Drawing from contemporary social theorists Bruno Latour, Pierre Bourdieu, Michel de Certeau, Karin Knorr Cetina, Jyri Engeström, and Ulla-Maaria Engeström, we can look at how people connect through shared objects. The argument here is that the object is the thing that links people together.

For example, people come to Delicious to share bookmarks, people come to YouTube or Vimeo to share videos, and people come to Twitter to share links and status updates. As a result, social networks consist of people who are connected by these shared objects  (in these cases: the bookmarks, the videos, and the updates). According toEngeström, “The social networking services that really work are the ones that are built around objects.”*

Yesterday, we put this to the test in my social media course. My class is currently reading Clara Shih’s The Facebook Era: Tapping Online Social Networks to Market, Sell, and Innovate. I adapted her “Reciprocity Ring” description into an activity on social objects (pages 58-61). Shih’s “Reciprocity  Ring” builds from Mark Granovetter’s 1973 theory of The Strength of Weak Ties among users of social networks. (However he’s not mentioned in her book).  Granovotter’s research questioned the idea that the amount of overlap in two people’s social networks corresponds directly to the strength of their relationship. Instead he focused on the power of weak ties. According to Granovetter: “emphasis on weak ties lends itself to discussion of relations between groups and to analysis of segments of social structure not easily defined in terms of primary groups.”

In our class exercise, we were interested in how a social object, in this case a status “request,” brings people together.

  1. Each student wrote their name and a “status request” on a yellow Post-It Note. Some examples of student’s requests included an umbrella, a ride home, a babysitting job, a futon, an internship.
  2. Students placed their requests in a circle.
  3. Students surveyed the requests. When they could contribute to a request, they wrote their name and how they could help on a new Post-It Note. Students placed their contributions below the original requests.
  4. Students then connected (with string) each object to the person who offered a contribution.

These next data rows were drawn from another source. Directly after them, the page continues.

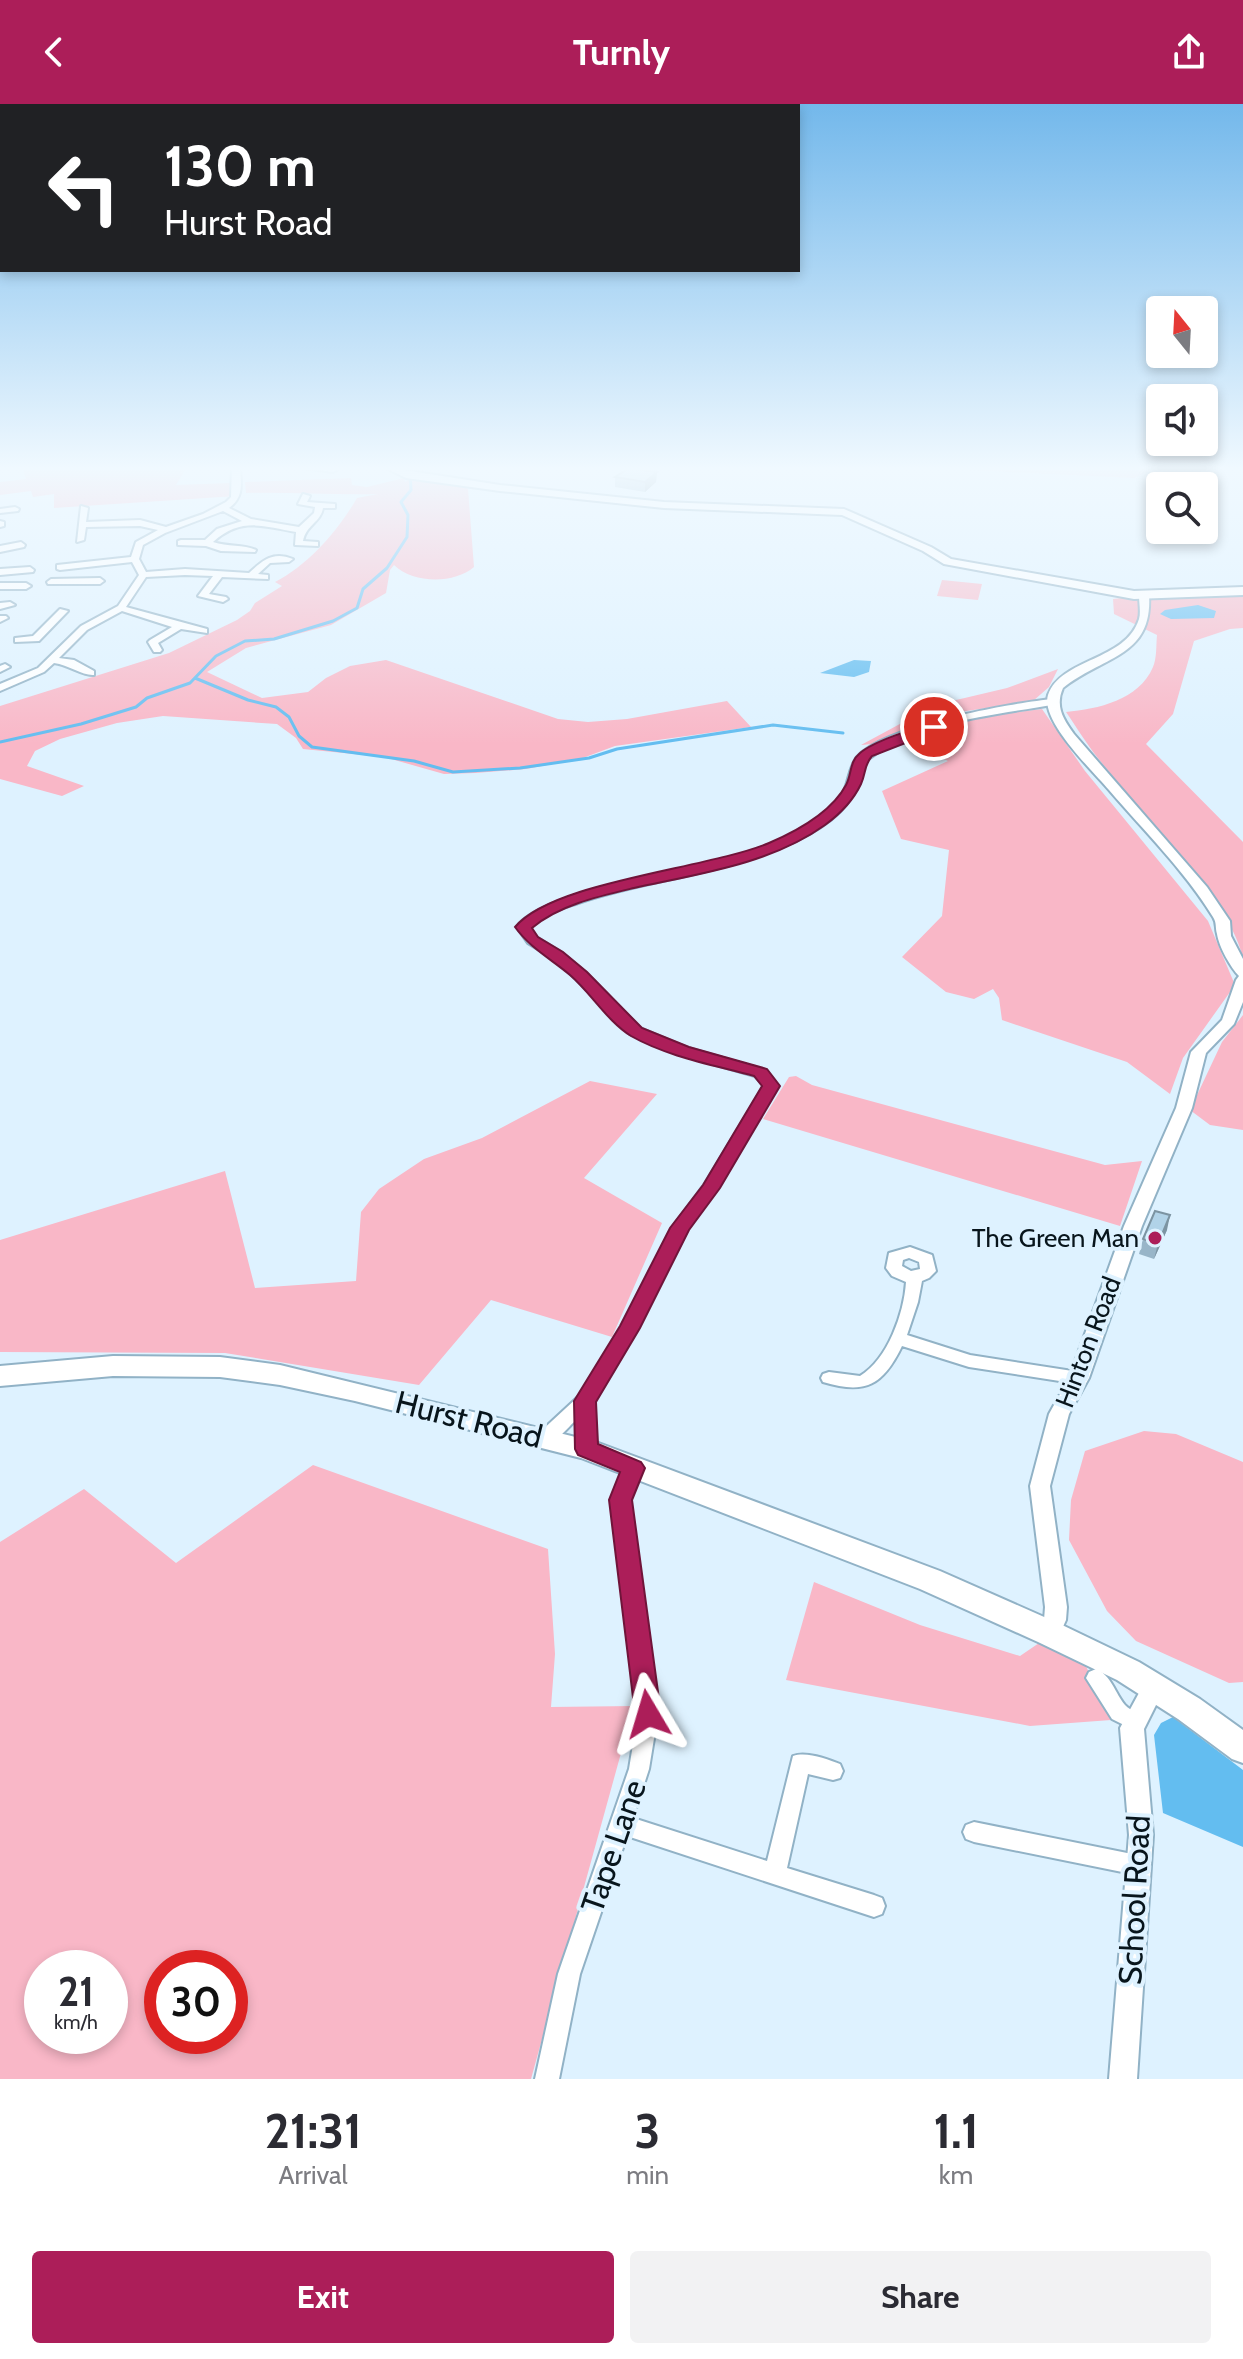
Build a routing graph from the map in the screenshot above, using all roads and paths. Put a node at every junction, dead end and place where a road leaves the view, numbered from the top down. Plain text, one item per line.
1 (133, 559) edge
2 (135, 559) edge
3 (266, 559) edge
4 (943, 559) edge
5 (77, 565) junction
6 (60, 567) dead end
7 (30, 570) dead end
8 (0, 572) edge
9 (220, 574) junction
10 (143, 575) junction
11 (251, 576) junction
12 (265, 577) dead end
13 (100, 581) dead end
14 (51, 582) dead end
15 (78, 583) junction
16 (0, 586) edge
17 (26, 586) dead end
18 (1243, 591) edge
19 (1144, 595) junction
20 (221, 601) dead end
21 (121, 608) junction
22 (63, 611) dead end
23 (180, 626) junction
24 (49, 627) junction
25 (61, 627) dead end
26 (204, 631) dead end
27 (18, 640) dead end
28 (151, 644) dead end
29 (54, 660) junction
30 (2, 671) edge
31 (91, 673) dead end
32 (12, 684) junction
33 (0, 688) edge
34 (1053, 702) junction
35 (1243, 973) edge
36 (1243, 980) edge
37 (914, 1277) dead end
38 (897, 1338) junction
39 (0, 1376) edge
40 (829, 1378) dead end
41 (1079, 1378) junction
42 (585, 1401) junction
43 (545, 1438) junction
44 (586, 1449) junction
45 (633, 1468) junction
46 (1049, 1633) junction
47 (1096, 1678) dead end
48 (1154, 1687) junction
49 (1134, 1721) junction
50 (1243, 1749) edge
51 (833, 1771) dead end
52 (621, 1824) junction
53 (974, 1832) dead end
54 (1137, 1865) junction
55 (775, 1874) junction
56 (874, 1906) dead end
57 (547, 2079) edge
58 (1123, 2079) edge

1 - 5 street
2 - 10 street
3 - 11 street
4 - 19 main road
5 - 6 street
5 - 15 street
7 - 8 street
9 - 10 street
9 - 11 street
9 - 20 street
10 - 21 street
11 - 12 street
13 - 15 street
14 - 15 street
16 - 17 street
18 - 19 main road
19 - 34 street
21 - 23 street
21 - 29 street
22 - 24 street
23 - 26 street
23 - 28 street
24 - 25 street
24 - 27 street
29 - 31 street
29 - 32 street
30 - 32 street
32 - 33 street
34 - 35 street
34 - 42 street
36 - 41 street, Hinton Road
37 - 38 street
38 - 40 street
38 - 41 street
39 - 43 main road, Hurst Road
41 - 46 street, Hinton Road
42 - 43 street
42 - 44 street
43 - 44 main road, Hurst Road
44 - 45 main road, Hurst Road
45 - 46 main road, Hurst Road
45 - 52 street, Tape Lane
46 - 48 main road, Hurst Road
47 - 49 street
48 - 49 street
48 - 50 main road, Hurst Road
49 - 54 street, School Road
51 - 55 street
52 - 55 street
52 - 57 street, Tape Lane
53 - 54 street
54 - 58 street, School Road
55 - 56 street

This exercise makes visible how the social object, here the status request, mediates ties between people. People were not interacting directly with other people in this exercise. People were interacting with the social object, the status request. This exercise demonstrates that social objects are persuasive in nature and prompt participants to perform activities. These activities are relational in nature. The more interactive the social object, the more opportunities for connection.